Swiss-based drugs firm Roche said last week that third quarter revenues rose 17 per cent, helped by the sales of Tamiflu, a drug regarded as the best treatment for bird flu. So successful have sales been that it has suspended deliveries to America in order to head off a run-off of stocks. Governments around the world are stockpiling the product to prevent a public health crisis.
The company has spent large amounts developing the drug and has now found it in demand to protect the public, but it has still managed to attract criticism for cashing in. Now it has agreed to license the drug to generic rivals. Generic drugs are non-branded copies of a branded drug. Over at Pfizer, the American giant, revenues have fallen five per cent compared to last year.

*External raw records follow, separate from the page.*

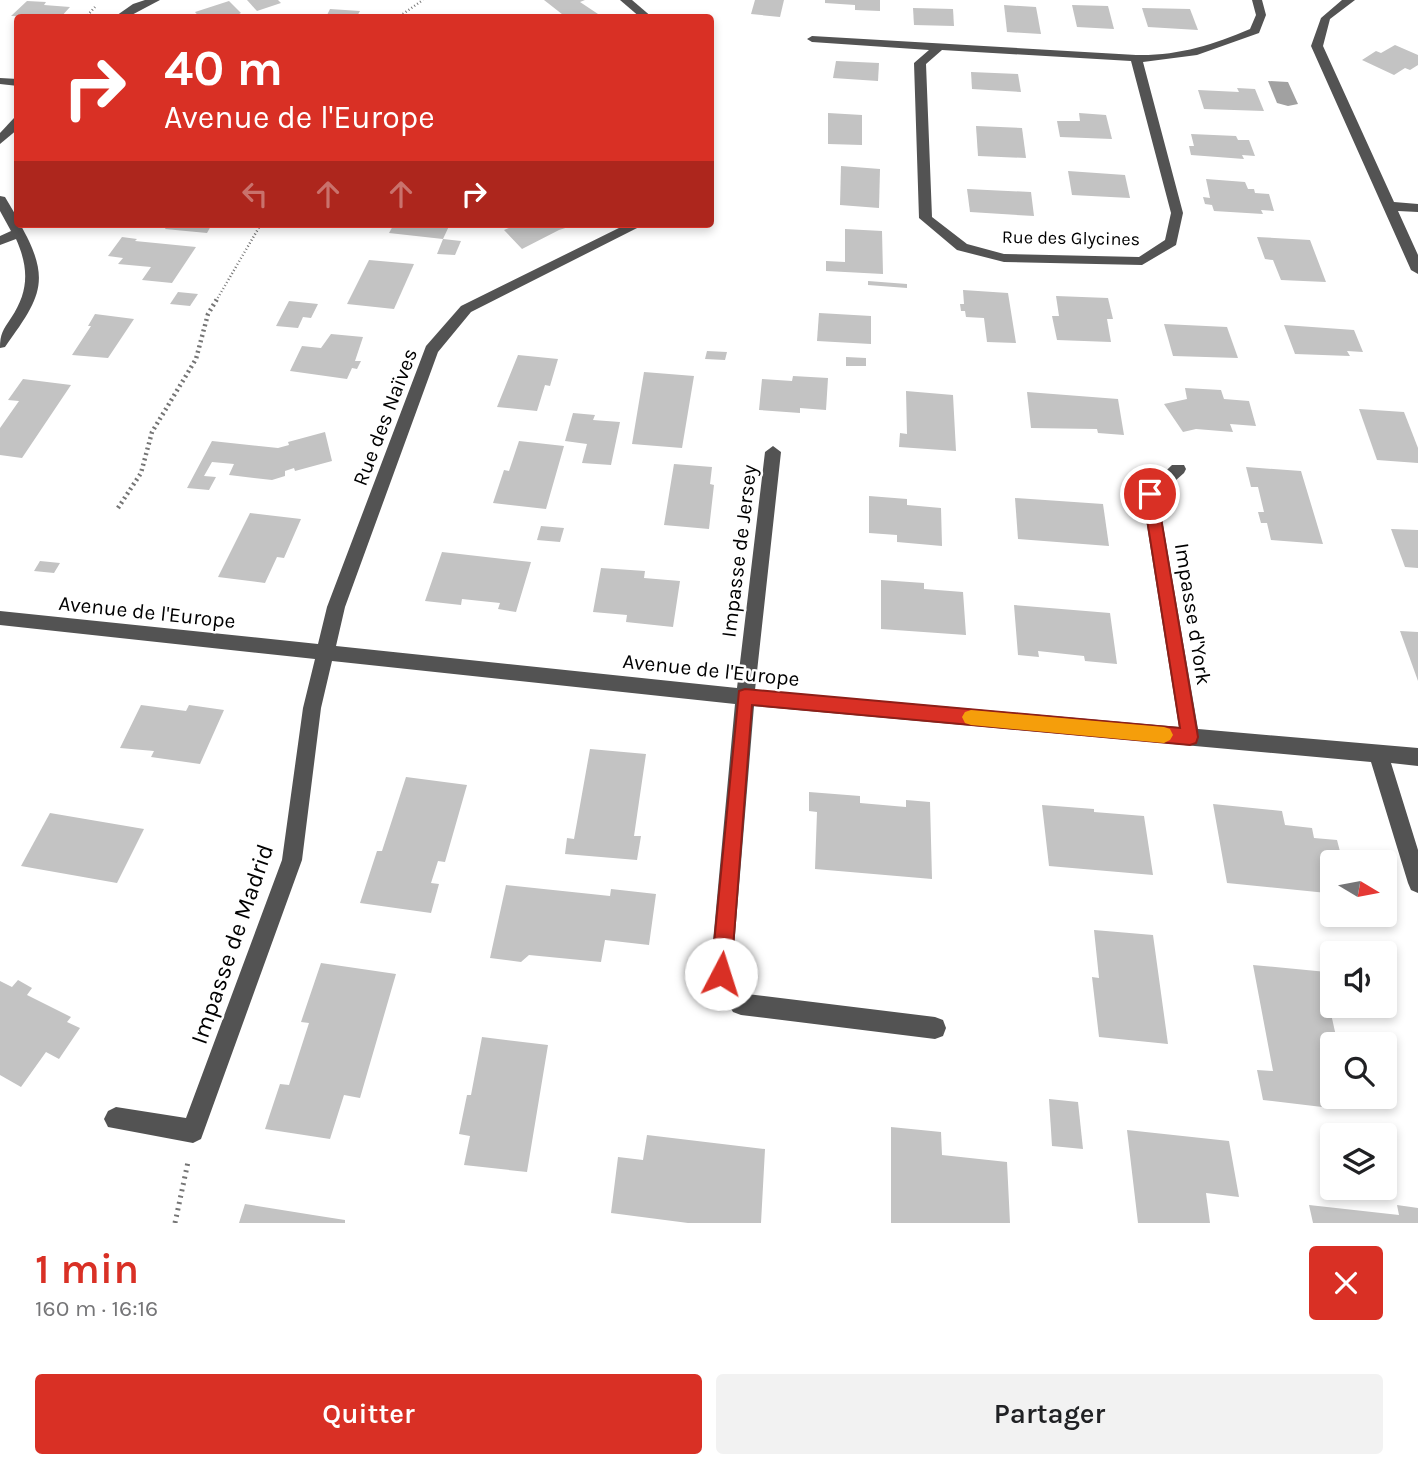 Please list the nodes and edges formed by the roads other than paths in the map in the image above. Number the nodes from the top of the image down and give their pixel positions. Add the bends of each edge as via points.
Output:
1 (155, 0) edge
2 (625, 0) edge
3 (1257, 0) edge
4 (1350, 0) edge
5 (124, 14) edge
6 (643, 14) edge
7 (812, 39) dead end
8 (939, 47) junction
9 (1136, 58) junction
10 (14, 125) edge
11 (0, 140) edge
12 (0, 200) edge
13 (1388, 206) junction
14 (1418, 208) edge
15 (14, 224) edge
16 (16, 228) edge
17 (630, 228) edge
18 (19, 233) junction
19 (0, 241) edge
20 (1418, 270) edge
21 (0, 343) edge
22 (773, 452) dead end
23 (1178, 469) dead end
24 (0, 618) edge
25 (327, 653) junction
26 (745, 697) junction
27 (1190, 737) junction
28 (1378, 754) junction
29 (1418, 757) edge
30 (1418, 883) edge
31 (935, 1028) dead end
32 (116, 1119) dead end

1 - 5 street
2 - 6 street
3 - 9 street via 1261,15 1255,31 1222,47 1157,60
4 - 13 street via 1333,9 1320,27 1317,46
7 - 8 street
8 - 9 street
8 - 9 street, Rue des Glycines via 920,63 926,218 962,247 1004,258 1142,261 1171,242 1177,213
10 - 11 street
12 - 15 street
13 - 14 street
13 - 20 street
16 - 18 street
17 - 25 street, Rue des Naïves via 466,309 431,350 336,607
18 - 19 street
18 - 21 street via 36,278 21,317
22 - 26 street, Impasse de Jersey
23 - 27 street, Impasse d'York via 1150,494
24 - 25 street, Avenue de l'Europe
25 - 26 street, Avenue de l'Europe
25 - 32 street, Impasse de Madrid via 312,708 292,860 193,1131
26 - 27 street, Avenue de l'Europe
26 - 31 street, Impasse de Jersey via 721,974 741,1004
27 - 28 street, Avenue de l'Europe
28 - 29 street, Avenue de l'Europe
28 - 30 street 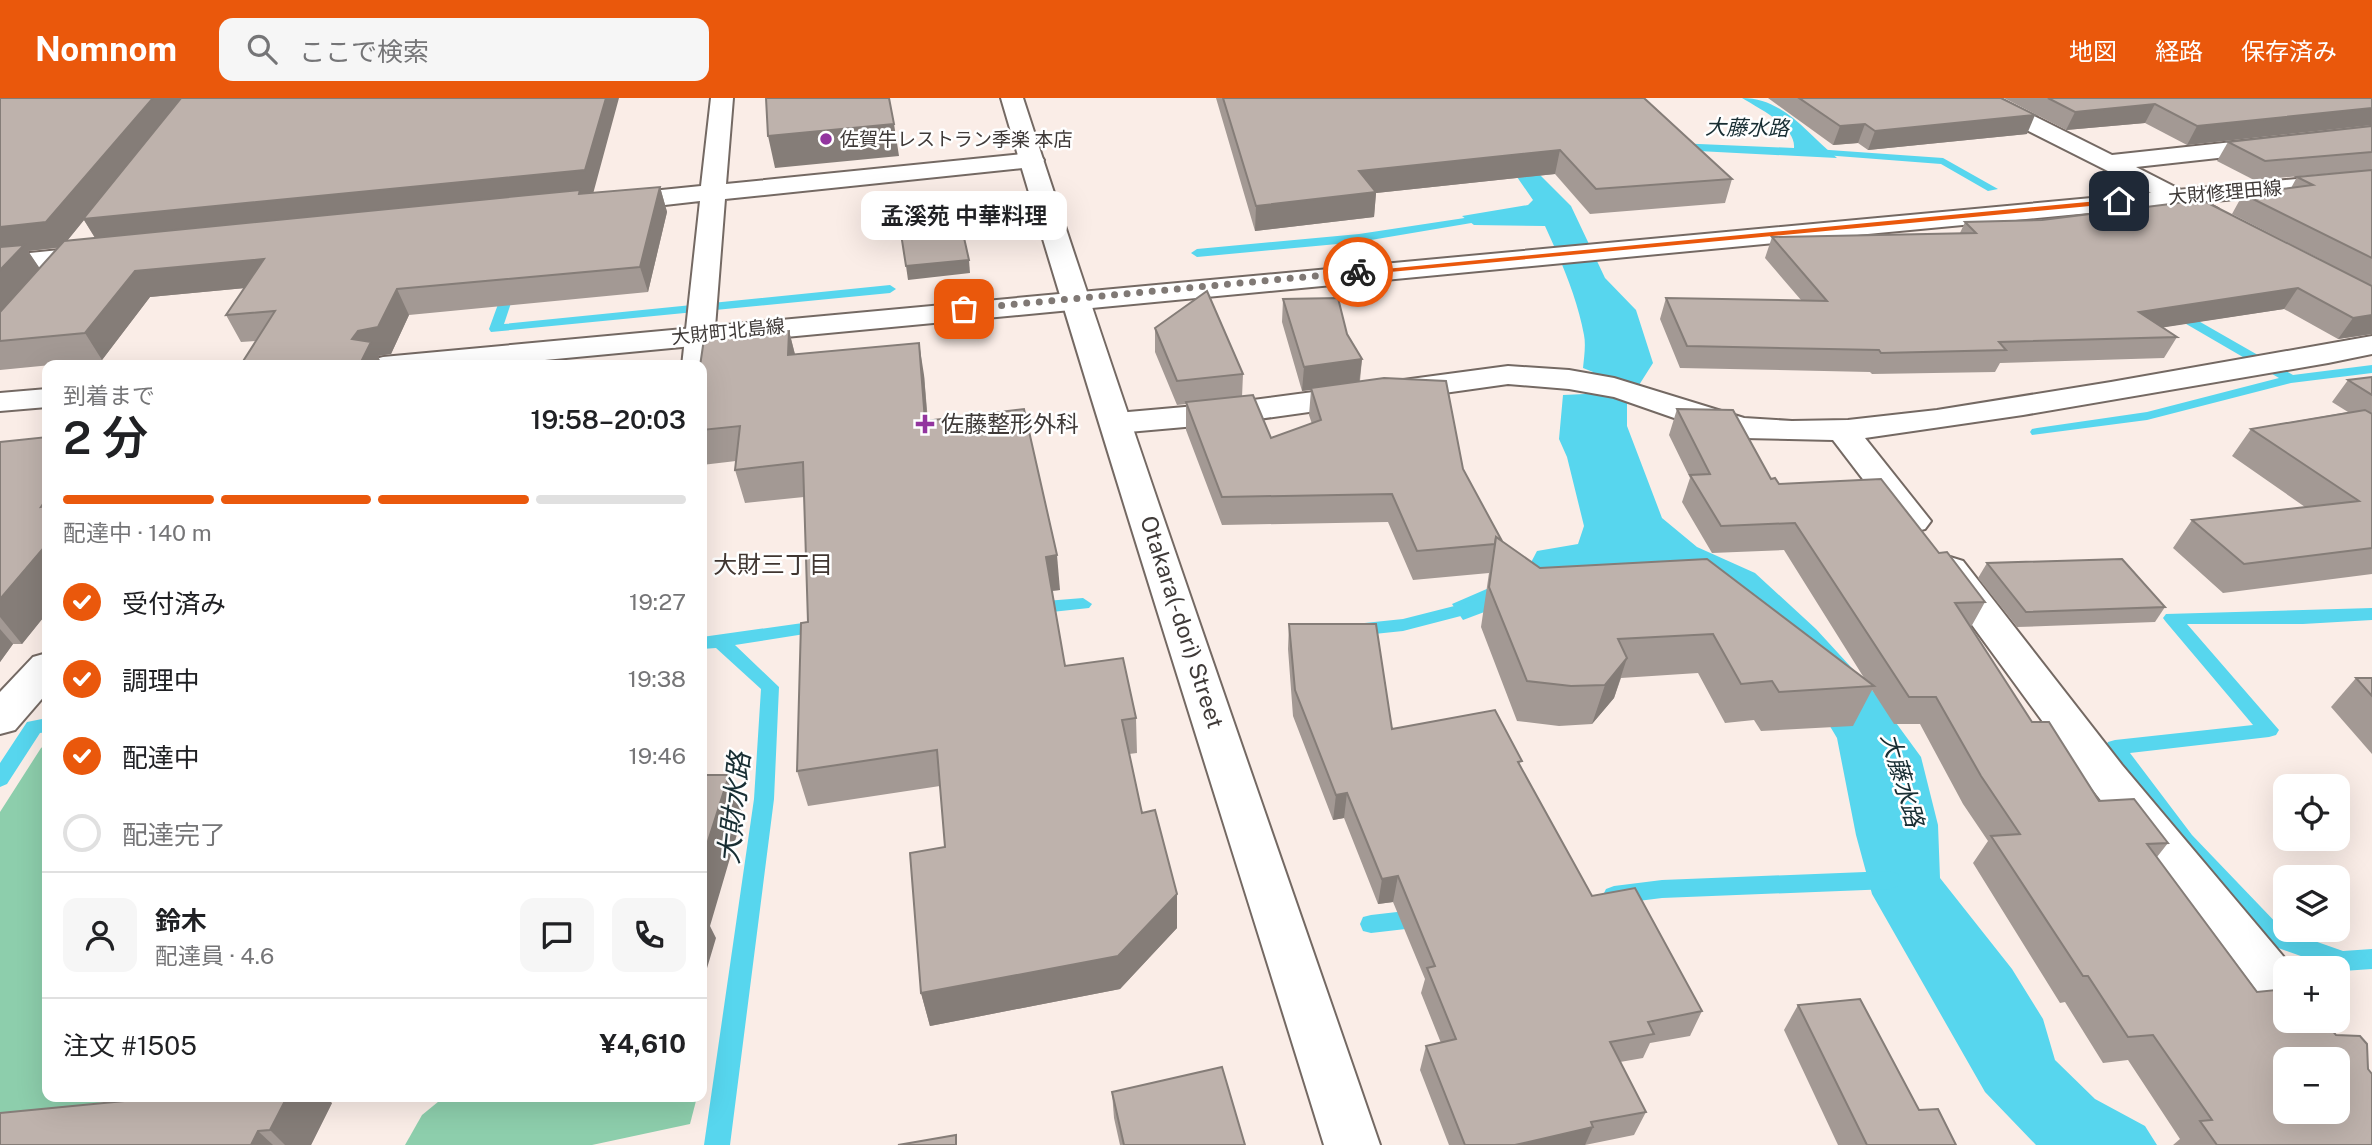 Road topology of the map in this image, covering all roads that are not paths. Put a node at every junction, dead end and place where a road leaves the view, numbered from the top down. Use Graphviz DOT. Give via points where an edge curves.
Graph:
graph roads {
  1 [pos="722,98"];
  2 [pos="1012,98"];
  3 [pos="1980,98"];
  4 [pos="2372,134"];
  5 [pos="1032,160"];
  6 [pos="2109,163"];
  7 [pos="2372,178"];
  8 [pos="711,193"];
  9 [pos="2173,196"];
  10 [pos="595,204"];
  11 [pos="2227,224"];
  12 [pos="96,225"];
  13 [pos="126,251"];
  14 [pos="71,257"];
  15 [pos="0,264"];
  16 [pos="46,285"];
  17 [pos="1074,299"];
  18 [pos="701,316"];
  19 [pos="2372,345"];
  20 [pos="421,360"];
  21 [pos="697,360"];
  22 [pos="42,398"];
  23 [pos="0,402"];
  24 [pos="1117,423"];
  25 [pos="1842,430"];
  26 [pos="42,673"];
  27 [pos="0,719"];
  28 [pos="2273,979"];
  29 [pos="1352,1145"];
  1 -- 8 [label="street"];
  2 -- 5 [label="street, Otakara(-dori) Street"];
  3 -- 6 [label="street"];
  4 -- 6 [label="street"];
  5 -- 8 [label="street"];
  5 -- 17 [label="street, Otakara(-dori) Street"];
  6 -- 9 [label="street"];
  7 -- 9 [label="street, 大財修理田線"];
  8 -- 10 [label="street"];
  8 -- 18 [label="street"];
  9 -- 11 [label="street"];
  9 -- 17 [label="street, 大財修理田線"];
  12 -- 14 [label="street"];
  13 -- 14 [label="street"];
  14 -- 15 [label="street"];
  14 -- 16 [label="street"];
  17 -- 18 [label="street, 大財町北島線"];
  17 -- 24 [label="street, Otakara(-dori) Street"];
  18 -- 20 [label="street, 大財町北島線"];
  18 -- 21 [label="street"];
  19 -- 25 [label="street" via="2247,370"];
  22 -- 23 [label="street"];
  24 -- 25 [label="street" via="1230,413 1508,375 1582,381 1632,392 1743,428"];
  24 -- 29 [label="street, Otakara(-dori) Street"];
  25 -- 28 [label="street" via="2108,777"];
  26 -- 27 [label="street"];
}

Sales have dropped because of a common menace that dogs the pharmaceutical industry: that companies cannot own exclusive rights to key products forever. In the case of Pfizer it has been making money out of COX-2 and NSAID, both of which are prescribed for arthritis. But recently it lost the exclusive patent rights.
The loss highlights a problem for another market — the biotech sector, in which long lead-in times as well as the cost and uncertainty associated with bringing new drugs to the market have caused the sector to flatline.
AstraZeneca, which has a market capitalisation of £40bn, highlights another issue. Yesterday it reported results which on the face of it should have sent its shares soaring.
It reported a 49 per cent leap in earnings for the third quarter thanks to strong sales of key drugs and a tighter control of costs.
Among the company’s best sellers are Nexium, Crester, Symbicort, Arimidex, and Seroquel, whose combined sales rose by 5 per cent.
Yet shares in the company actually fell. Robin Gilbert, an analyst at Numis Securities said: “The figures were very good. But the issue is partly about the pipeline of new drugs, which take a long time to come through.”
Worries grew in the City as it emerged that the company had dropped two experimental drugs from development, one for heart arrhythmia and one for incontinence. The decision to drop them followed unsatisfactory trials. There is also a feeling that it is involved in too many “copycat” patent disputes. Shares fell about 1.58 per cent in the first few hours of the London Stock Exchange opening to £25.48.
By way of contrast, Glaxo’s shares rose 2.51 per cent to £14.30 as it reported latest sales. It said sales have risen 20 per cent and that it was accelerating preparations to supply bird flu vaccines in the event of a pandemic.
Jean-Pierre Garnier highlighted vaccines as a huge growth area. Sales in America, which account for 11 per cent of its market, have been boosted by 20 per cent. He said that the launch of Fluarix to combat flu had helped sales. It is bringing forward other vaccines to combat flu, which is now at the top of the health agenda. Garnier said the company was developing H5N1, a prototype pandemic vaccine. It contains chemicals increasing the body’s immune response to the vaccine at a lower doses resulting in a greater capacity to supply the pandemic vaccine. At the same time, Glaxo said there is increased demand for anti-flu drug Relenza.
Given that Glaxo is performing well it is almost certain that it will continue to attract criticism, despite the issues the wider industry faces. But there are warning signs that too much battering of the sector could spell problems for the economy. The Association of the British Pharmaceutical Industry said this month that the balance of trade in medicines dipped over the first six months of the year. It claimed that part of the reason was that some manufacturers are finding Britain less globally competitive because other countries offered incentives for local manufacturers.
If Britain wants to keep its two leading companies healthy, it will have to keep a lid on a particularly British disease: knocking our best assets.